Package 'xrf'

Title: eXtreme RuleFit
Description: An implementation of the RuleFit algorithm as described in Friedman & Popescu (2008) <doi:10.1214/07-AOAS148>. eXtreme Gradient Boosting ('XGBoost') is used to build rules, and 'glmnet' is used to fit a sparse linear model on the raw and rule features. The result is a model that learns similarly to a tree ensemble, while often offering improved interpretability and achieving improved scoring runtime in live applications. Several algorithms for reducing rule complexity are provided, most notably hyperrectangle de-overlapping. All algorithms scale to several million rows and support sparse representations to handle tens of thousands of dimensions.
Authors: Karl Holub [aut, cre]
Maintainer: Karl Holub <[email protected]>
License: MIT + file LICENSE
Version: 0.2.2
Built: 2024-11-22 03:51:07 UTC
Source: https://github.com/holub008/xrf

Help Index


Produce rules & coefficients for the RuleFit model

Description

Produce rules & coefficients for the RuleFit model

Usage

## S3 method for class 'xrf'
coef(object, lambda = "lambda.min", ...)

Arguments

object

an object of class "xrf"

lambda

the lasso penalty parameter to be applied as in 'glmnet'

...

ignored arguments

Examples

m <- xrf(Petal.Length ~ ., iris,
         xgb_control = list(nrounds = 2, max_depth = 2),
         family = 'gaussian')
linear_model_coefficients <- coef(m, lambda = 'lambda.1se')

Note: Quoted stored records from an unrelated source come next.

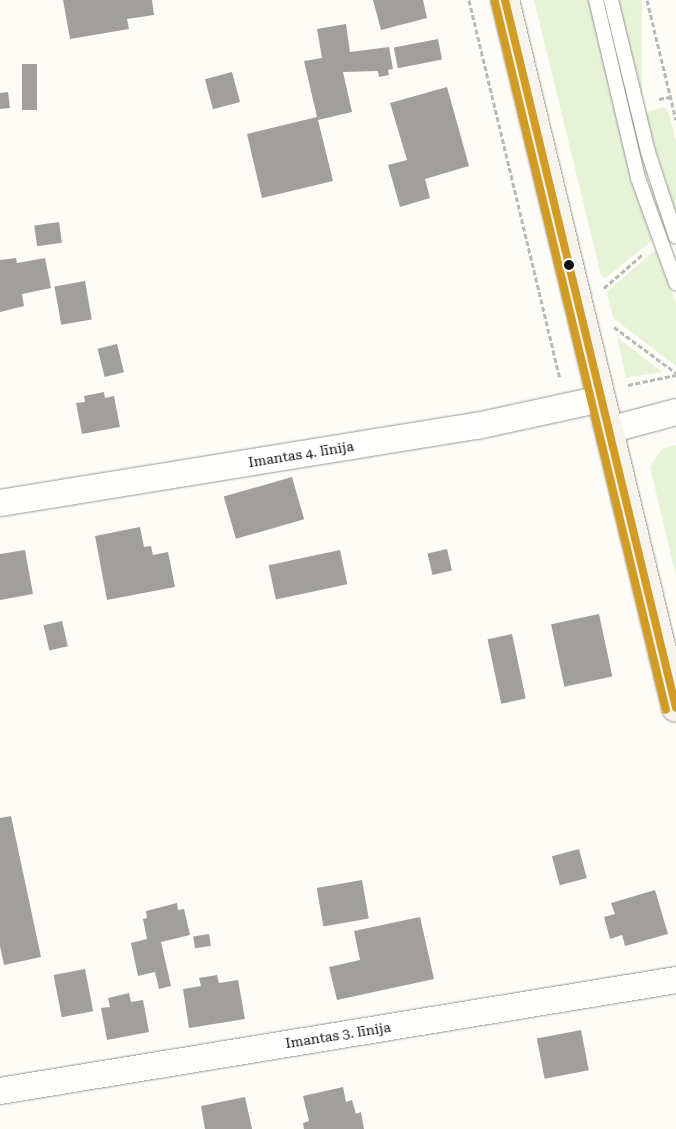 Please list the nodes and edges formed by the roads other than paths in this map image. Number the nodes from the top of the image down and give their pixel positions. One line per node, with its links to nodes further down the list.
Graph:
1 (504, 0): 6 (main road)
2 (596, 0): 5 (lane)
3 (611, 0): 4 (lane)
4 (676, 238)
5 (676, 283)
6 (611, 393): 8 (main road); 9 (street, Imantas 4. līnija)
7 (676, 412): 8 (street)
8 (609, 430): 10 (main road)
9 (0, 503)
10 (676, 708)
11 (676, 980): 12 (street, Imantas 3. līnija)
12 (0, 1091) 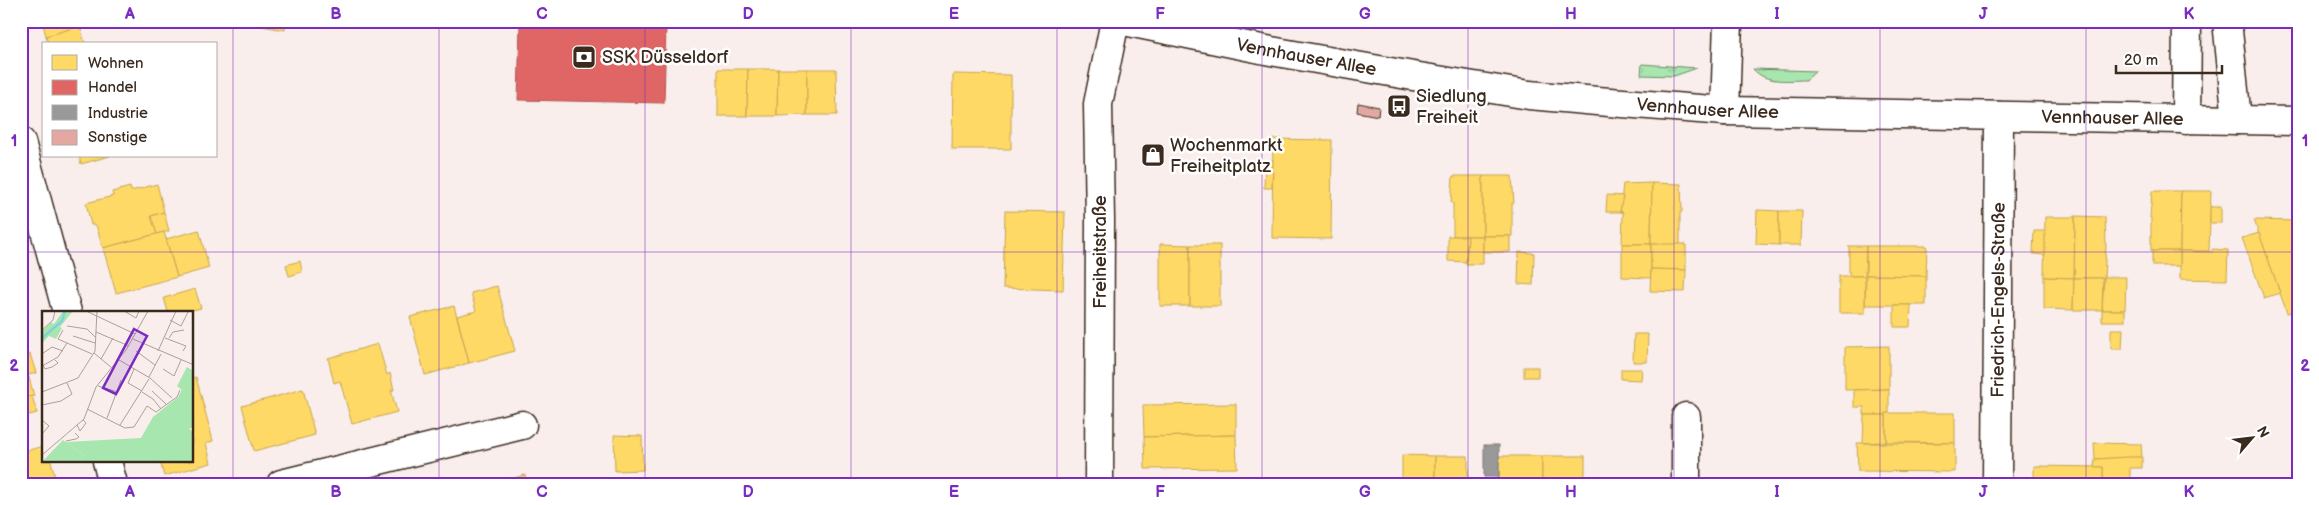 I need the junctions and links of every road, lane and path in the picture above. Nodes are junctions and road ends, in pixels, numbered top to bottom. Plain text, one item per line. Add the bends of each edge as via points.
1 (1115, 21) edge
2 (1124, 21) edge
3 (1728, 21) edge
4 (2187, 21) edge
5 (2227, 21) edge
6 (1725, 111) junction
7 (1999, 116) junction
8 (2186, 120) junction
9 (2237, 120) junction
10 (2298, 121) edge
11 (21, 142) edge
12 (67, 311) edge
13 (1686, 417) dead end
14 (522, 425) dead end
15 (107, 462) edge
16 (113, 484) edge
17 (281, 484) edge
18 (1099, 484) edge
19 (1686, 484) edge
20 (1997, 484) edge

1 - 18 street, Freiheitstraße via 1098,104
2 - 6 street, Vennhauser Allee via 1271,51 1529,95
3 - 6 street
4 - 8 street
5 - 9 street
6 - 7 street, Vennhauser Allee
7 - 8 street, Vennhauser Allee
7 - 20 street, Friedrich-Engels-Straße
8 - 9 street, Vennhauser Allee
9 - 10 street, Vennhauser Allee
11 - 12 street
13 - 19 street
14 - 17 street
15 - 16 street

Generate the design matrix from an eXtreme RuleFit model

Description

Generate the design matrix from an eXtreme RuleFit model

Usage

## S3 method for class 'xrf'
model.matrix(object, data, sparse = TRUE, ...)

Arguments

object

an object of class "xrf"

data

data to generate design matrix from

sparse

a logical indicating whether a sparse design matrix should be used

...

ignored arguments

Examples

m <- xrf(Petal.Length ~ ., iris,
         xgb_control = list(nrounds = 2, max_depth = 2),
         family = 'gaussian')
design <- model.matrix(m, iris, sparse = FALSE)

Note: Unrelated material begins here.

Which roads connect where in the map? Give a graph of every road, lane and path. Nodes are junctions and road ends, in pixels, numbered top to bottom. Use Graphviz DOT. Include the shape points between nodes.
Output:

Draw predictions from a RuleFit xrf model

Description

Draw predictions from a RuleFit xrf model

Usage

## S3 method for class 'xrf'
predict(
  object,
  newdata,
  sparse = TRUE,
  lambda = "lambda.min",
  type = "response",
  ...
)

Arguments

object

an object of class "xrf"

newdata

data to predict on

sparse

a logical indicating whether a sparse design matrix should be used

lambda

the lasso penalty parameter to be applied

type

the type of predicted value produced

...

ignored arguments

Examples

m <- xrf(Petal.Length ~ ., iris,
         xgb_control = list(nrounds = 2, max_depth = 2),
         family = 'gaussian')
predictions <- predict(m, iris)

Print an eXtreme RuleFit model

Description

Print an eXtreme RuleFit model

Usage

## S3 method for class 'xrf'
print(x, ...)

Arguments

x

an object of class "xrf"

...

ignored arguments

Examples

m <- xrf(Petal.Length ~ ., iris,
         xgb_control = list(nrounds = 2, max_depth = 2),
         family = 'gaussian')
print(m)

Summarize an eXtreme RuleFit model

Description

Summarize an eXtreme RuleFit model

Usage

## S3 method for class 'xrf'
summary(object, ...)

Arguments

object

an object of class "xrf"

...

ignored arguments

Examples

m <- xrf(Petal.Length ~ ., iris,
         xgb_control = list(nrounds = 2, max_depth = 2),
         family = 'gaussian')
summary(m)

Fit an eXtreme RuleFit model

Description

S3 method for building an "eXtreme RuleFit" model. See xrf.formula for preferred entry point

Usage

xrf(object, ...)

Arguments

object

an object describing the model to be fit

...

additional arguments

Examples

m <- xrf(Petal.Length ~ ., iris,
         xgb_control = list(nrounds = 2, max_depth = 2),
         family = 'gaussian')

Fit an eXtreme RuleFit model

Description

See Friedman & Popescu (2008) for a description of the general RuleFit algorithm. This method uses XGBoost to fit a tree ensemble, extracts a ruleset as the conjunction of tree traversals, and fits a sparse linear model to the resulting feature set (including the original feature set) using glmnet.

Usage

## S3 method for class 'formula'
xrf(
  object,
  data,
  family,
  xgb_control = list(nrounds = 100, max_depth = 3),
  glm_control = list(type.measure = "deviance", nfolds = 5),
  sparse = TRUE,
  prefit_xgb = NULL,
  deoverlap = FALSE,
  ...
)

Arguments

object

a formula prescribing features to use in the model. transformation of the response variable is not supported. when using transformations on the input features (not suggested in general) it is suggested to set sparse=F

data

a data frame with columns corresponding to the formula

family

the family of the fitted model. one of 'gaussian', 'binomial', 'multinomial'

xgb_control

a list of parameters for xgboost. must supply an nrounds argument

glm_control

a list of parameters for the glmnet fit. must supply a type.measure and nfolds arguments (for the lambda cv)

sparse

whether a sparse design matrix should be used

prefit_xgb

an xgboost model (of class xgb.Booster) to be used instead of the model that xrf would normally fit

deoverlap

if true, the tree derived rules are deoverlapped, in that the deoverlapped rule set contains no overlapped rules

...

ignored arguments

References

Friedman, J. H., & Popescu, B. E. (2008). Predictive learning via rule ensembles. The Annals of Applied Statistics, 2(3), 916-954.

Examples

m <- xrf(Petal.Length ~ ., iris,
         xgb_control = list(nrounds = 2, max_depth = 2),
         family = 'gaussian')